Lifestyle

People Are Getting Plastic Surgery To Look Like Their Filtered Selfies

by Karen Johnson
Updated: 
Originally Published: 
Lisa Lake / Stringer / Getty Images

I’ll bet women of the ’50s (or even the ’80s) never fathomed their kids and grandkids growing up in a world of selfies and filters and addiction to plastic surgery to look like said filters.

Yet, thanks to social media, here we are.

Whether we want to admit it or not, social media dysmorphia is taking hold of today’s young people (and even some older people as well). According to an article from The Chicago Tribune, this obsession with changing our faces to look like unrealistic filters is “causing widespread concern among experts who are worried about its negative effect on people’s self-esteem.” And, as the article adds, this trend has the “potential to trigger body dysmorphic disorder, a mental illness classified on the obsessive-compulsive spectrum.”

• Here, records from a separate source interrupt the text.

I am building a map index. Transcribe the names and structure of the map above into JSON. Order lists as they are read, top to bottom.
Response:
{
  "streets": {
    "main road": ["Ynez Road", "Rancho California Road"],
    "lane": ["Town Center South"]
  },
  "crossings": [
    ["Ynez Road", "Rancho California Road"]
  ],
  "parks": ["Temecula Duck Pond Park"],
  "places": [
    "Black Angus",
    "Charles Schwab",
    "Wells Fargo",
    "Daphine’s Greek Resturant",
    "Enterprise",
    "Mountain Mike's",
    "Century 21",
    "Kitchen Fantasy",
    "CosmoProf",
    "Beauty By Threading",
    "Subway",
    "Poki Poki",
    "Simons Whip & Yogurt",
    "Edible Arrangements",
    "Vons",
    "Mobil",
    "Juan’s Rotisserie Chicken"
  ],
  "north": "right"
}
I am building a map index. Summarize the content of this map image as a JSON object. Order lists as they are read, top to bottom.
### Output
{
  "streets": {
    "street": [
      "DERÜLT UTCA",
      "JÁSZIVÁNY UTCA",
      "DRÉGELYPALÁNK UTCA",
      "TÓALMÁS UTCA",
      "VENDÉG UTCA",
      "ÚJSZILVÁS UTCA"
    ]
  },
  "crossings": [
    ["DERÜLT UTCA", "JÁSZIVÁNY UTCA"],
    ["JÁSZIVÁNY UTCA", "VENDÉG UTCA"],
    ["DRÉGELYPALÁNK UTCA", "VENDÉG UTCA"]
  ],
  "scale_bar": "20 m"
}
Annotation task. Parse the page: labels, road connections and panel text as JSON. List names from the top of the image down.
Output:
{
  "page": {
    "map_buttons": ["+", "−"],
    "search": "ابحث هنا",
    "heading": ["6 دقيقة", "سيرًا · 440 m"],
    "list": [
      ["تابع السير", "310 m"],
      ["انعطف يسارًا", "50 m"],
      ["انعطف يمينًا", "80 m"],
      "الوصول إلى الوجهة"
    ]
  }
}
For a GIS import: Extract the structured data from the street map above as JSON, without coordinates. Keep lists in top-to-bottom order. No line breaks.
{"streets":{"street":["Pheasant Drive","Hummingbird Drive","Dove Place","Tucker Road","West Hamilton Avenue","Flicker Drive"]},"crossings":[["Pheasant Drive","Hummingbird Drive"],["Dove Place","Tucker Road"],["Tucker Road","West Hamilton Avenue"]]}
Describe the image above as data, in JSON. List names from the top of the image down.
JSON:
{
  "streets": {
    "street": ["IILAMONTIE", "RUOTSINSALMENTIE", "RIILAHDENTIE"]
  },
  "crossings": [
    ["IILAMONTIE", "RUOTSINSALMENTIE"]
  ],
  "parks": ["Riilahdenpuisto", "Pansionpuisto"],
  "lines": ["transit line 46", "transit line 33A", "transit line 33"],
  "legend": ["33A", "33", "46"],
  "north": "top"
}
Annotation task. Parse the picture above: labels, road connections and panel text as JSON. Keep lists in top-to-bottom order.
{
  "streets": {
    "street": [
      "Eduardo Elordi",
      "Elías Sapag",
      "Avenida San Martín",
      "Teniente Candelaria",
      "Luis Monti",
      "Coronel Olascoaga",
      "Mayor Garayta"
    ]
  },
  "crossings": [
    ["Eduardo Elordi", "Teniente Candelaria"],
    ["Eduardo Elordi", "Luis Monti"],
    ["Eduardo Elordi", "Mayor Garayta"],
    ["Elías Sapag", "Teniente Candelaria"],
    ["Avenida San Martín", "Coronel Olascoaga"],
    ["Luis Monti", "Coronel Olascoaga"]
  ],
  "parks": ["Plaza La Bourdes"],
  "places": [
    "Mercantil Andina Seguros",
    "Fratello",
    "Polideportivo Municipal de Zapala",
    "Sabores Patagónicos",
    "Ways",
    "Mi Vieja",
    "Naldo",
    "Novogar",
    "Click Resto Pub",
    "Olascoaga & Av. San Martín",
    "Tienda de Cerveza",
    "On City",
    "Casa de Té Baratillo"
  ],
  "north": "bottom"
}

People! We’re talking about social media and apps that add dog noses and cat ears to your face. It’s supposed to be for fun. Sure, there are filters that can also blur out the crows feet around my eyes and dark circles under my eyes. But when you see my semi-blurred face with impeccable complexion (and also BUNNY EARS), that isn’t what I actually look like.

Unfortunately, the line between reality and this unattainable ideal is also blurred in people’s minds. And they are literally having their faces surgically altered as a result.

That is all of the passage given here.